- Material supplied -
• • •
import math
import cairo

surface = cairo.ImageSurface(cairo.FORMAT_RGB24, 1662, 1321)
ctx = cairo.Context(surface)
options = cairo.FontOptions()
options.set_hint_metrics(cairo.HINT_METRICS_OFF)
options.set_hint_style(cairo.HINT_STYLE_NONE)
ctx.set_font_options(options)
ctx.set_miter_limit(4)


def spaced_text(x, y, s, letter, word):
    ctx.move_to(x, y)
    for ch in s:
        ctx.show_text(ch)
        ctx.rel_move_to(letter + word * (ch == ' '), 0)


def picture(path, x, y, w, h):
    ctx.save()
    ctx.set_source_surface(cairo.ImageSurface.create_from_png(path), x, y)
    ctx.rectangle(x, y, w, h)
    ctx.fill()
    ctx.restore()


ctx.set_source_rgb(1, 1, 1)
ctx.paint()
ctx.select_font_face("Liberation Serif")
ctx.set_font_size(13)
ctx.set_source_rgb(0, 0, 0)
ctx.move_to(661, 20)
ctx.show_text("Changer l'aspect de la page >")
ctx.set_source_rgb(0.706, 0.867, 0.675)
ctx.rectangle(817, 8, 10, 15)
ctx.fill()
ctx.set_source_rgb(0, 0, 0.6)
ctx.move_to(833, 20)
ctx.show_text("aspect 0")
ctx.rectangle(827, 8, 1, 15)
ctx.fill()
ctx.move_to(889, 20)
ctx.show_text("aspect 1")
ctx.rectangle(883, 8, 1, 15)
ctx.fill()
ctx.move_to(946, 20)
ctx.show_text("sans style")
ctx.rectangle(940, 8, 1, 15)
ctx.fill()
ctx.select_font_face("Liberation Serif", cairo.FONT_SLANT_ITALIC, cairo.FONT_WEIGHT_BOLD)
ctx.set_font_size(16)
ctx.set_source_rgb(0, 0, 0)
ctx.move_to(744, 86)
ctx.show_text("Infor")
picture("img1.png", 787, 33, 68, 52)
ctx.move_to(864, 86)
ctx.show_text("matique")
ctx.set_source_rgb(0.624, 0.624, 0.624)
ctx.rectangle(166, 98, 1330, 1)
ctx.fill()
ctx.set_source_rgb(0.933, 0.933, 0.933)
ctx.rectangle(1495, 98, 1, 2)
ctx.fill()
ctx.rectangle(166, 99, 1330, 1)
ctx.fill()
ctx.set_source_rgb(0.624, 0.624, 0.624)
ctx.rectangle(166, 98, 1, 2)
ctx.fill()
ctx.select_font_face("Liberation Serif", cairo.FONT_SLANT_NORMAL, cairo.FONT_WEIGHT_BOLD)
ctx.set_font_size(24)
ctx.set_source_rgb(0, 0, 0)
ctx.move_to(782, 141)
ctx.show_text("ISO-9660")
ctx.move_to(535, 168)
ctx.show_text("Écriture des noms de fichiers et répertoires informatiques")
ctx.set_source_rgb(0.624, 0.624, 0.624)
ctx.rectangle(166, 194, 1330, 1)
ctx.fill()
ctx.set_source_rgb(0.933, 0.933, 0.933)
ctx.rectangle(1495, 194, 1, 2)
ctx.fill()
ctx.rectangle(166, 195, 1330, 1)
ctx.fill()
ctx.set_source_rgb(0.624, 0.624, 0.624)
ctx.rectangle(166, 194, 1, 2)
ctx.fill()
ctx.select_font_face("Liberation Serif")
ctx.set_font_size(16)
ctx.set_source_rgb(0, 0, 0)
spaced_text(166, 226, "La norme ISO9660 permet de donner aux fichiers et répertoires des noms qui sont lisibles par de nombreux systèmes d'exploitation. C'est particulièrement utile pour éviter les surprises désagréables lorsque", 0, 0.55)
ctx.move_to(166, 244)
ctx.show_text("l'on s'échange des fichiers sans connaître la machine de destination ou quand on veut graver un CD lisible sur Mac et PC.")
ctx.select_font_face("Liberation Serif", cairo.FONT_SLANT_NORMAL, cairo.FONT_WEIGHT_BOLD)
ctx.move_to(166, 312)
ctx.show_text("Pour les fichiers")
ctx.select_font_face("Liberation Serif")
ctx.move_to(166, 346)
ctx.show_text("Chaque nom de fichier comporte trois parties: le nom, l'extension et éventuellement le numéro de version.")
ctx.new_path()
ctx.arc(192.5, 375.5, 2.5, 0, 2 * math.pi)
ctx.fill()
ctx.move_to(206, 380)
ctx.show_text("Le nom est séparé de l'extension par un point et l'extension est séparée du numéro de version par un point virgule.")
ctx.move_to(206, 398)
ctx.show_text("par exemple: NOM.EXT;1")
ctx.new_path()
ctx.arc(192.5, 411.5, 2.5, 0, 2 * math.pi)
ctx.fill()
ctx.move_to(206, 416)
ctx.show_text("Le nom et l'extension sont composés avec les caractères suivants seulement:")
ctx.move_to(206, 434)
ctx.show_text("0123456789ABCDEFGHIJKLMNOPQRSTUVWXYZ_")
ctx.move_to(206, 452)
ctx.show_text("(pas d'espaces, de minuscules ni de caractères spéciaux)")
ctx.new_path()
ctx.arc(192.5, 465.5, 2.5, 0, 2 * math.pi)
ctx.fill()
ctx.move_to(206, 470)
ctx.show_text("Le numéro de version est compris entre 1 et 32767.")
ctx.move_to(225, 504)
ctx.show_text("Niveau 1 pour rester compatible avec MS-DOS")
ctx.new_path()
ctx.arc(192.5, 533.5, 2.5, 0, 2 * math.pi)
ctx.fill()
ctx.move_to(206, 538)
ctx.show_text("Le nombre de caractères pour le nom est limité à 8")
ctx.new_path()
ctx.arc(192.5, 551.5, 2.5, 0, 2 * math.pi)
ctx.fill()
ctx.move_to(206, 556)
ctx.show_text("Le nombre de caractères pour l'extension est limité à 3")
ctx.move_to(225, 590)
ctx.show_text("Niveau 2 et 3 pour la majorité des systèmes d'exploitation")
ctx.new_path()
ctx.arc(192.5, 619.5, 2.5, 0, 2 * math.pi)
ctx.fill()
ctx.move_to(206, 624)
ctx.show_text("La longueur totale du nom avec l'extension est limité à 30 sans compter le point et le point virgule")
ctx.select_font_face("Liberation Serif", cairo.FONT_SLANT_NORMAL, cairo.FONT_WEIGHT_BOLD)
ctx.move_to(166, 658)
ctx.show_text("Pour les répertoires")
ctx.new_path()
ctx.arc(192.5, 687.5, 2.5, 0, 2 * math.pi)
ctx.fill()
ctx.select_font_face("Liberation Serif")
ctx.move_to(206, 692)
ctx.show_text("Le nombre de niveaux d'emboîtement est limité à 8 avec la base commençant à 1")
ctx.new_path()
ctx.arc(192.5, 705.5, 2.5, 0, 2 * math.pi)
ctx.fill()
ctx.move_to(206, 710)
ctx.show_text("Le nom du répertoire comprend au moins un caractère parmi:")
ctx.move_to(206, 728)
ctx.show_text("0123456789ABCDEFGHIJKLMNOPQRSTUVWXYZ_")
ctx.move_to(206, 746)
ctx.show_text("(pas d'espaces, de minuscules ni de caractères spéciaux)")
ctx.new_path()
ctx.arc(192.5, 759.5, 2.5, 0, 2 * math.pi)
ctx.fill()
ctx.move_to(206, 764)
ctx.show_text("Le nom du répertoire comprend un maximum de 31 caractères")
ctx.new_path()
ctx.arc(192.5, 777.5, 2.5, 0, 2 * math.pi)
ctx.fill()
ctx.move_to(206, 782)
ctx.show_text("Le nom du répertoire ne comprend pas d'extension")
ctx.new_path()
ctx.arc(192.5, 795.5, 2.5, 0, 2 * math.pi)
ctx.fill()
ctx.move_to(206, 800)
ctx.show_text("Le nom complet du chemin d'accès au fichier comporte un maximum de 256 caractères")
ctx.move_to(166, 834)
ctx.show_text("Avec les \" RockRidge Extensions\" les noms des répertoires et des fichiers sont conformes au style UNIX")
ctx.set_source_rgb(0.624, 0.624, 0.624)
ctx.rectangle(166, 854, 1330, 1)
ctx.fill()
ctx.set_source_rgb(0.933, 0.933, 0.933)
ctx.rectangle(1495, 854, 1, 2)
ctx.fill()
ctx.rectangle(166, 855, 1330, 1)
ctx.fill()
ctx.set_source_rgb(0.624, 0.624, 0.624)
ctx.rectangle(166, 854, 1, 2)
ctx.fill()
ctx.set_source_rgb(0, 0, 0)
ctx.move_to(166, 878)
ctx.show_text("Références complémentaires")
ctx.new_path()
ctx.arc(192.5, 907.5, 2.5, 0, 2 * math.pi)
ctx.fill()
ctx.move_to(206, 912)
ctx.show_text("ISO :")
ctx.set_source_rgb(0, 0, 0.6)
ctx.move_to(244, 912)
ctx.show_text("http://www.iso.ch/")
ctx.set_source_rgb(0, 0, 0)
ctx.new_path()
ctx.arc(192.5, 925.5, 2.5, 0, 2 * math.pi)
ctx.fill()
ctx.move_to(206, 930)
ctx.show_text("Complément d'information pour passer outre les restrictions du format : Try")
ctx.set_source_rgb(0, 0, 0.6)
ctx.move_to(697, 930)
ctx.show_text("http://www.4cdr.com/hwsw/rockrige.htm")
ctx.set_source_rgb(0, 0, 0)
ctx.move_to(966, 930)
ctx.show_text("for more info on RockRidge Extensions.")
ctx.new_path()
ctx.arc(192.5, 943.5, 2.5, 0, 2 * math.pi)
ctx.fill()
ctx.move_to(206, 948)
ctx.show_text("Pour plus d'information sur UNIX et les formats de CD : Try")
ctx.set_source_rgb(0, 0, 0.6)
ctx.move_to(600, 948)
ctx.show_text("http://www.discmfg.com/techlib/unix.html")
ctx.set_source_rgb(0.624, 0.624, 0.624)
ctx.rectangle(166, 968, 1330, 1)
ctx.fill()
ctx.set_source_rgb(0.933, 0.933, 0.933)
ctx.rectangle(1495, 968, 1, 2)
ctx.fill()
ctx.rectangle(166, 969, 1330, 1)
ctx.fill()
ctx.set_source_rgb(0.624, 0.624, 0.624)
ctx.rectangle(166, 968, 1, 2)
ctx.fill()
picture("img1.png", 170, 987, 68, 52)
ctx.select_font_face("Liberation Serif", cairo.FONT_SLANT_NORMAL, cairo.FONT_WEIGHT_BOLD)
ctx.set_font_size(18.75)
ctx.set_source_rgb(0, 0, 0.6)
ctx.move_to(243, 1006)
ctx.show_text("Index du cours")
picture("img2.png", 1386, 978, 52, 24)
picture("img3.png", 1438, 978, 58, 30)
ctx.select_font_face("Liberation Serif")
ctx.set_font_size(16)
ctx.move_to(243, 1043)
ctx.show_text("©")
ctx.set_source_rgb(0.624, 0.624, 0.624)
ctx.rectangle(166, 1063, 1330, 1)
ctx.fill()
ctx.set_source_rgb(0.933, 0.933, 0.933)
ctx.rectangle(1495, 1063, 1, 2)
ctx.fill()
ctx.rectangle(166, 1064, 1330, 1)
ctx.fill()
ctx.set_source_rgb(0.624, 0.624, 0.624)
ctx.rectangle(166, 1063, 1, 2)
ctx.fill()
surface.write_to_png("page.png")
• • •
- Problem details -
Copy each line from the data that features the string "fichiers".

- Worked solution -
ctx.show_text("Écriture des noms de fichiers et répertoires informatiques")
spaced_text(166, 226, "La norme ISO9660 permet de donner aux fichiers et répertoires des noms qui sont lisibles par de nombreux systèmes d'exploitation. C'est particulièrement utile pour éviter les surprises désagréables lorsque", 0, 0.55)
ctx.show_text("l'on s'échange des fichiers sans connaître la machine de destination ou quand on veut graver un CD lisible sur Mac et PC.")
ctx.show_text("Pour les fichiers")
ctx.show_text("Avec les \" RockRidge Extensions\" les noms des répertoires et des fichiers sont conformes au style UNIX")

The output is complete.